#### Activity:
Starting at the first line of the entries below, please return exactly each line up to and including the one with "position:relative; flex:1; overflow:hidden"; pictures stay out.

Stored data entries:

# # # # # # #

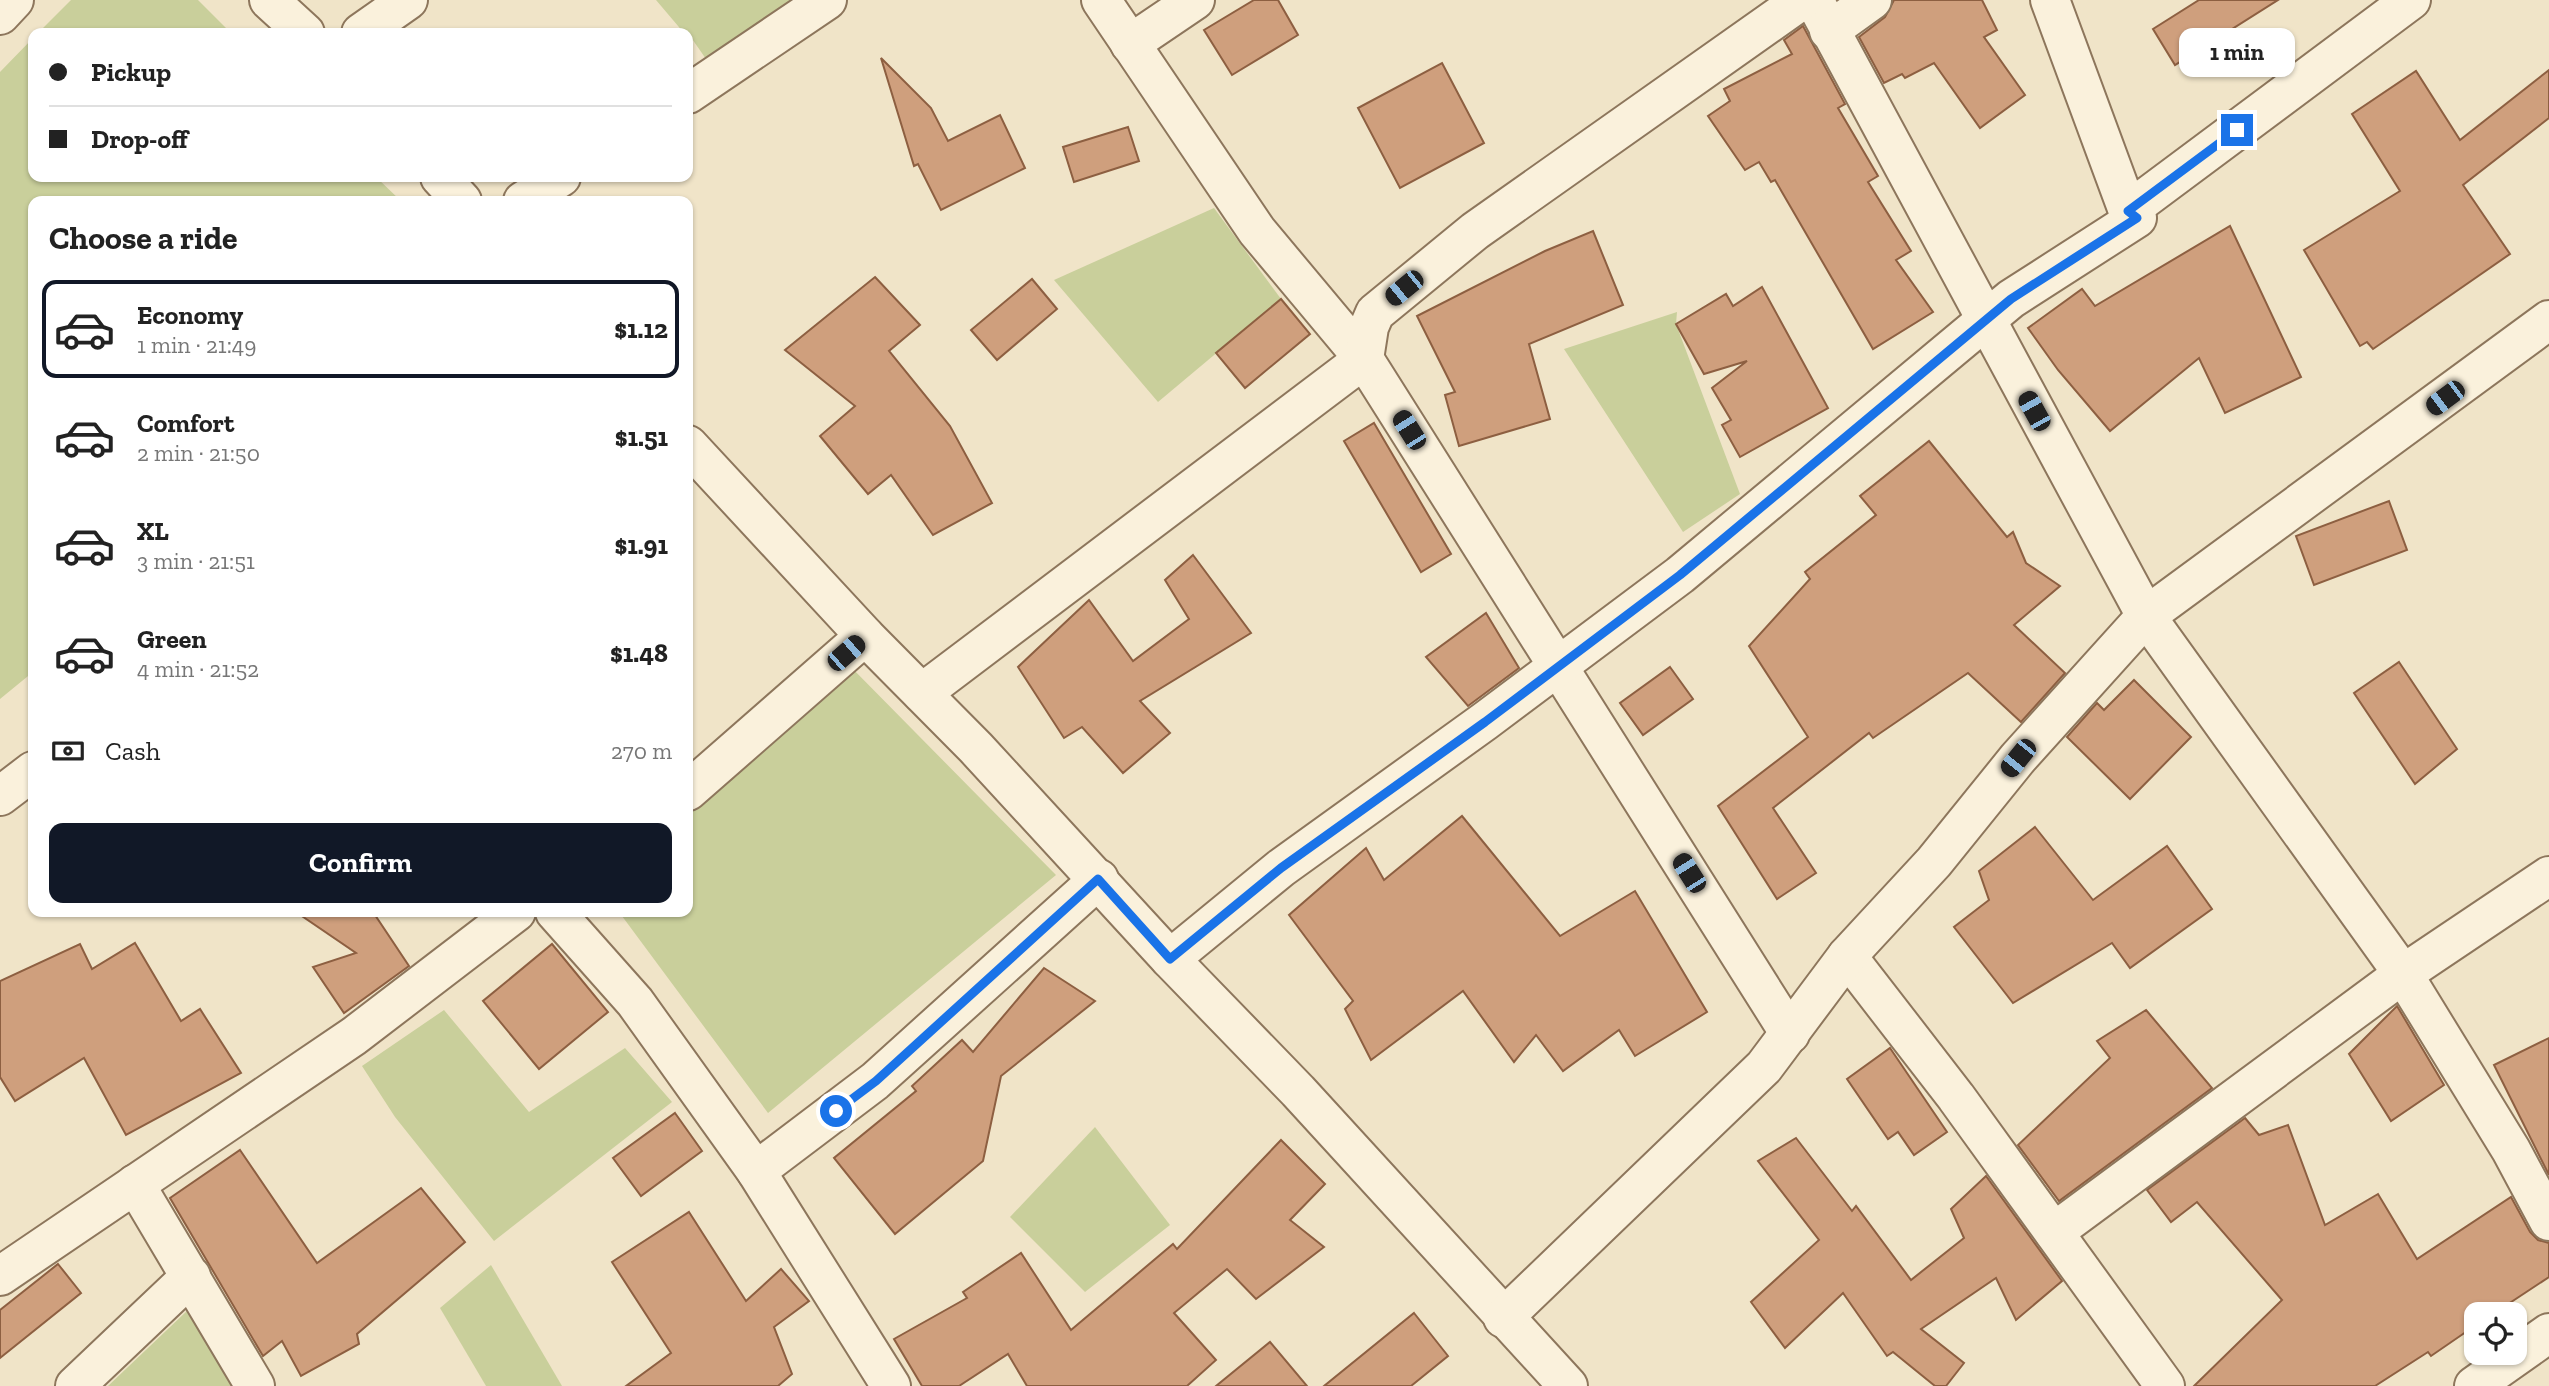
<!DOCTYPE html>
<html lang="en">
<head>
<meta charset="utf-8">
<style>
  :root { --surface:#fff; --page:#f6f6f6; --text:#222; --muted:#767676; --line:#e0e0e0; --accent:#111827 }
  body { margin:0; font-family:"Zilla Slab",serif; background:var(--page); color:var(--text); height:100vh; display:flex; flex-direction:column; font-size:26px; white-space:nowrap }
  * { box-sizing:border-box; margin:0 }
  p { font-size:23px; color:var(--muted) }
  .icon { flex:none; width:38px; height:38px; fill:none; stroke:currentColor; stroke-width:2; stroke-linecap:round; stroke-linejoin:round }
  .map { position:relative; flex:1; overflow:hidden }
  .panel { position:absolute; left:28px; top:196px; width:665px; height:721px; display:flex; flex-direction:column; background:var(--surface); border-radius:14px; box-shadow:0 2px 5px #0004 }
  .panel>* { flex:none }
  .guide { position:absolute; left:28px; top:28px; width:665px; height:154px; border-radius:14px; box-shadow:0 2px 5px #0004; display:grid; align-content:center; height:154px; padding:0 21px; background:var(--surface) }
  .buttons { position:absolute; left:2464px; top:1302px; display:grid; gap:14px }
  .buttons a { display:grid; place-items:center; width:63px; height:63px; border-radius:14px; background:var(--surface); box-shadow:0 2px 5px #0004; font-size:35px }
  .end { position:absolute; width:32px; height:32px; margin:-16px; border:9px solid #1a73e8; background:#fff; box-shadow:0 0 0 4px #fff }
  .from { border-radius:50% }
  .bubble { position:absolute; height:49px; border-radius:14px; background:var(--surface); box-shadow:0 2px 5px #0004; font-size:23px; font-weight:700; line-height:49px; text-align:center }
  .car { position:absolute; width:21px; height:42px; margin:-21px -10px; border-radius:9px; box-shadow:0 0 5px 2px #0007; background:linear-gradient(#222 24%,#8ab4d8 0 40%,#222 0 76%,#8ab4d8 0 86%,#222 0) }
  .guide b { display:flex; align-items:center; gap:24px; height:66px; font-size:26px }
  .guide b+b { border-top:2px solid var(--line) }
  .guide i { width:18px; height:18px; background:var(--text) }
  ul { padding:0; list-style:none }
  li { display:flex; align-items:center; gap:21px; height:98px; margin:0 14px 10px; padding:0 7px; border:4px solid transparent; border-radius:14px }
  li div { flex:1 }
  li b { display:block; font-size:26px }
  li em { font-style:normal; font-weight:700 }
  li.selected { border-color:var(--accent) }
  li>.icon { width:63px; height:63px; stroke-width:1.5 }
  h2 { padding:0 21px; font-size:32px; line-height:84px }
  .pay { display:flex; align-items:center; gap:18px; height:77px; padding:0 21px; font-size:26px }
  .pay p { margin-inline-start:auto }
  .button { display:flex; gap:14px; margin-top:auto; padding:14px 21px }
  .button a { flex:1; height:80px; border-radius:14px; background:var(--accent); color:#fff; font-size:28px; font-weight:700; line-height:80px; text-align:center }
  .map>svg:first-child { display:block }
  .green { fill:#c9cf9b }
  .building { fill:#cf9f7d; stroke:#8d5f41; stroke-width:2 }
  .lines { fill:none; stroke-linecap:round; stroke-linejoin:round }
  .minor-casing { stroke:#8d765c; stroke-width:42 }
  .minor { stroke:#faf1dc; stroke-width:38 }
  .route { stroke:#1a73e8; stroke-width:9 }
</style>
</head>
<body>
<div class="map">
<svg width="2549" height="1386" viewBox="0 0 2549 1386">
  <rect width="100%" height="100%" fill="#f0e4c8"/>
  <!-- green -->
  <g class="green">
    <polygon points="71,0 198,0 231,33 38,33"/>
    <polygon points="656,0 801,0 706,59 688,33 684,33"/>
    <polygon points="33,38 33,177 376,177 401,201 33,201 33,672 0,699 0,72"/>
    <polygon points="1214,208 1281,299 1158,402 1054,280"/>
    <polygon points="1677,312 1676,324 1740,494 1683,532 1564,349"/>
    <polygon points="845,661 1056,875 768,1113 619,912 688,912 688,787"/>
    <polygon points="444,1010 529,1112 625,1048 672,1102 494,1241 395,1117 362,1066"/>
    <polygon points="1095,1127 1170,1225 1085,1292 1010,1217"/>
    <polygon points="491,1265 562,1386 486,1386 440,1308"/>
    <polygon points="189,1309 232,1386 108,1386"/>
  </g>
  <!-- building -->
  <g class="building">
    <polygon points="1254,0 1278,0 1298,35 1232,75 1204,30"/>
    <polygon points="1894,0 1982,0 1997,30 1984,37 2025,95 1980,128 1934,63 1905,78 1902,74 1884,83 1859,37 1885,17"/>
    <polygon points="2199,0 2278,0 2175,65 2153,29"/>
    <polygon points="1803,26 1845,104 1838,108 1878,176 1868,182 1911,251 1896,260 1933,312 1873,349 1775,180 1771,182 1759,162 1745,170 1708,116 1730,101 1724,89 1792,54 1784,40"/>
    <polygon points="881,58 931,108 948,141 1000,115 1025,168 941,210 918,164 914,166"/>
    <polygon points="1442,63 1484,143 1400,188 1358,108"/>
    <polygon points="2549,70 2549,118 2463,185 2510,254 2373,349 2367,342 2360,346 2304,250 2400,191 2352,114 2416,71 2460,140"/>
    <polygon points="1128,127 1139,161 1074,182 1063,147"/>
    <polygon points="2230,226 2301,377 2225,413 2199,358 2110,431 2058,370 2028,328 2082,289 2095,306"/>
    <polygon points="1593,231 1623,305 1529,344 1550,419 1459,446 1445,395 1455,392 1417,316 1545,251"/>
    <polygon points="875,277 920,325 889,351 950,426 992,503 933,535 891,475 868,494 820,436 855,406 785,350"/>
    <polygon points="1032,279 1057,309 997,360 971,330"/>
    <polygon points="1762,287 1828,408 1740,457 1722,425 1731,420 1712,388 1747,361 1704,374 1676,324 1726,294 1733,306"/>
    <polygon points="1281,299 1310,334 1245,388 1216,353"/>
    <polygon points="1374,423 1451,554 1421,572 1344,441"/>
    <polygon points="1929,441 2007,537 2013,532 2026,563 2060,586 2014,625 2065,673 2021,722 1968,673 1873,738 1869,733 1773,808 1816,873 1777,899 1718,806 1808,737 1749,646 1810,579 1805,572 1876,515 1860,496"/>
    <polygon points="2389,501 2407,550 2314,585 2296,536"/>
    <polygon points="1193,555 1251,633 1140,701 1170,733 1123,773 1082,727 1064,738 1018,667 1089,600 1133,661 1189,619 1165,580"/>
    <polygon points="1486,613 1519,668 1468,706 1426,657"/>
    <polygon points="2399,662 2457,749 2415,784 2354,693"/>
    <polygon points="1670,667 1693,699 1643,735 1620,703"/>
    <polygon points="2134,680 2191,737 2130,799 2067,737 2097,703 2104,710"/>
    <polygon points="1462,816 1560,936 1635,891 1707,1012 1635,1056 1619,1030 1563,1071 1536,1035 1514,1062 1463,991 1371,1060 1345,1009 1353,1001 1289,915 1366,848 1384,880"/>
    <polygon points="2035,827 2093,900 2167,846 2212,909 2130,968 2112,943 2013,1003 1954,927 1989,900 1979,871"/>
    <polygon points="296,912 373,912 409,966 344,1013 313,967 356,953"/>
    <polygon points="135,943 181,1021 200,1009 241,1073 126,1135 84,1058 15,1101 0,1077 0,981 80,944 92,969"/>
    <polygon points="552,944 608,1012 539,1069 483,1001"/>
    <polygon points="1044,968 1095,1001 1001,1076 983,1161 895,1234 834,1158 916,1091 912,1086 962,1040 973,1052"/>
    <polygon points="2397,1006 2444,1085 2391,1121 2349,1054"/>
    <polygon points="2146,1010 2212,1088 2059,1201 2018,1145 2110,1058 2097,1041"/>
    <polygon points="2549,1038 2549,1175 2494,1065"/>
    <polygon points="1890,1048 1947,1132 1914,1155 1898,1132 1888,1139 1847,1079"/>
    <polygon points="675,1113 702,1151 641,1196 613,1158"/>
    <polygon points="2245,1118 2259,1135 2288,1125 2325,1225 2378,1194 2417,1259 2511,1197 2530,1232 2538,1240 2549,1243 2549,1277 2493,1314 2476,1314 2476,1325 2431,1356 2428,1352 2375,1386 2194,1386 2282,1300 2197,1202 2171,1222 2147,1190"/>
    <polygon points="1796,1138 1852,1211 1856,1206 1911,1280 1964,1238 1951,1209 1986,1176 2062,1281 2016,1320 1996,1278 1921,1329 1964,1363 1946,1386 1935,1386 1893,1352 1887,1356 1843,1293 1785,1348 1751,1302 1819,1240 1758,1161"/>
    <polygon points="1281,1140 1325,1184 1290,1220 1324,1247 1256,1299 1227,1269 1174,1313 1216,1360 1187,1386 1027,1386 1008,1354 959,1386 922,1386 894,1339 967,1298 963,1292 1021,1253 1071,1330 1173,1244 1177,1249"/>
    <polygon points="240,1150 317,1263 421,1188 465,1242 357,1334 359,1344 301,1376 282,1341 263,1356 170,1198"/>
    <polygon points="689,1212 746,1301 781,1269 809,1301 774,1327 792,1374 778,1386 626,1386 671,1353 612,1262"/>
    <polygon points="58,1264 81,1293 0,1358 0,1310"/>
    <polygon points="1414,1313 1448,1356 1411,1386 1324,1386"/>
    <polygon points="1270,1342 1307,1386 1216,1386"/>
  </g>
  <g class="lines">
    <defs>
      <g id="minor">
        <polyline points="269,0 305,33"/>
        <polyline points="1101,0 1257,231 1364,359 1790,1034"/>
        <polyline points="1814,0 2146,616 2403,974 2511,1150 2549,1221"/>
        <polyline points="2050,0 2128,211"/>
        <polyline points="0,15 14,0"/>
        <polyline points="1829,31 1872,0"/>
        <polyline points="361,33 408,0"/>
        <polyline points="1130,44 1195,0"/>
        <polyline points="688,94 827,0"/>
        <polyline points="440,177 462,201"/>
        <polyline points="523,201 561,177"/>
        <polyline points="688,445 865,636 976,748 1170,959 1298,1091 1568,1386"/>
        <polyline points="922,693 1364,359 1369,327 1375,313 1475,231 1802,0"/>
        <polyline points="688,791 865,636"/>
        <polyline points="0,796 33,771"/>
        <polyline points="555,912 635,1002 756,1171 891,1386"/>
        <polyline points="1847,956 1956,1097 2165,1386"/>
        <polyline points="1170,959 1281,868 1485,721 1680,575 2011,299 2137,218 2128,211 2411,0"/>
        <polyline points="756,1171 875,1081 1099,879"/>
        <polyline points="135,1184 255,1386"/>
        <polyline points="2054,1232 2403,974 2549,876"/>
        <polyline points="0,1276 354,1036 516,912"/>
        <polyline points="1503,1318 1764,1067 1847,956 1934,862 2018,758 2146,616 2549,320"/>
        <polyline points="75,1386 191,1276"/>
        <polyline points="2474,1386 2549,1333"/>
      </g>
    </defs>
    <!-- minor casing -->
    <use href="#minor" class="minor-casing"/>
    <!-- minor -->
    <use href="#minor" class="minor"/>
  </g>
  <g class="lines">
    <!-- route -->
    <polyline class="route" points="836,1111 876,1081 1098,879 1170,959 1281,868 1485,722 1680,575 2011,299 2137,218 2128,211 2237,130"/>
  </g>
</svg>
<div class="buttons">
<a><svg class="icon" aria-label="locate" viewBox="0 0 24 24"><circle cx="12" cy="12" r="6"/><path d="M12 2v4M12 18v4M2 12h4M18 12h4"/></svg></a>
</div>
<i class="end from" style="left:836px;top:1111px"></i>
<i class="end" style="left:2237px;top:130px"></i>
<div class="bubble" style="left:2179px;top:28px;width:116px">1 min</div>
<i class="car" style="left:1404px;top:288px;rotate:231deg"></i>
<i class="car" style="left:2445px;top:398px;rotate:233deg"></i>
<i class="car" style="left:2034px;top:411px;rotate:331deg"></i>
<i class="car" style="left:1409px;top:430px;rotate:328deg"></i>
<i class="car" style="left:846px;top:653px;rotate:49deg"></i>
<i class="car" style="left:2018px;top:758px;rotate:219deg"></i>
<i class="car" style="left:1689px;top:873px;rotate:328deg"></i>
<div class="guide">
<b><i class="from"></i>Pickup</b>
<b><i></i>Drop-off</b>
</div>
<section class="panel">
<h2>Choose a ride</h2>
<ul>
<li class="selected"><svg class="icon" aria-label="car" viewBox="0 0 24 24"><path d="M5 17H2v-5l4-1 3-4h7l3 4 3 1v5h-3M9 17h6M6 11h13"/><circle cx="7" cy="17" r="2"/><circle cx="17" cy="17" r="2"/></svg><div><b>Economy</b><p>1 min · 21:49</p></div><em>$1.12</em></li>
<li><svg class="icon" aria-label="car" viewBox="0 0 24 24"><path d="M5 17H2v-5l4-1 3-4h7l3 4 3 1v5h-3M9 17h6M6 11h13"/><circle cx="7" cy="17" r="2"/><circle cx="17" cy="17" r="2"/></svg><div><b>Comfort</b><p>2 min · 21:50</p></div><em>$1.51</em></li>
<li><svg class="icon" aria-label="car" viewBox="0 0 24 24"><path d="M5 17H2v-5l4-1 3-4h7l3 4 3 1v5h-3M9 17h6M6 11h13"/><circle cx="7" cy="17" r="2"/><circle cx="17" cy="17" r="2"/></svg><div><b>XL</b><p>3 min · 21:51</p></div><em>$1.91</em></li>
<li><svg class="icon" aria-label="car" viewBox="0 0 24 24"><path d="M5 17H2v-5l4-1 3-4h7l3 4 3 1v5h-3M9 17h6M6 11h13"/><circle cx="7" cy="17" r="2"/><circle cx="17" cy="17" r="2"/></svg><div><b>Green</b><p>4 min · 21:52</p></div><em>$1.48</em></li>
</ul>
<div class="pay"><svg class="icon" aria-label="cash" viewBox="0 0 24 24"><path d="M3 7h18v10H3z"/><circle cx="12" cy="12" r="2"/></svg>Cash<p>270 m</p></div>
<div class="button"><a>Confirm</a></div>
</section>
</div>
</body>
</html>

# # # # # # #

#### Result for this task:
<!DOCTYPE html>
<html lang="en">
<head>
<meta charset="utf-8">
<style>
  :root { --surface:#fff; --page:#f6f6f6; --text:#222; --muted:#767676; --line:#e0e0e0; --accent:#111827 }
  body { margin:0; font-family:"Zilla Slab",serif; background:var(--page); color:var(--text); height:100vh; display:flex; flex-direction:column; font-size:26px; white-space:nowrap }
  * { box-sizing:border-box; margin:0 }
  p { font-size:23px; color:var(--muted) }
  .icon { flex:none; width:38px; height:38px; fill:none; stroke:currentColor; stroke-width:2; stroke-linecap:round; stroke-linejoin:round }
  .map { position:relative; flex:1; overflow:hidden }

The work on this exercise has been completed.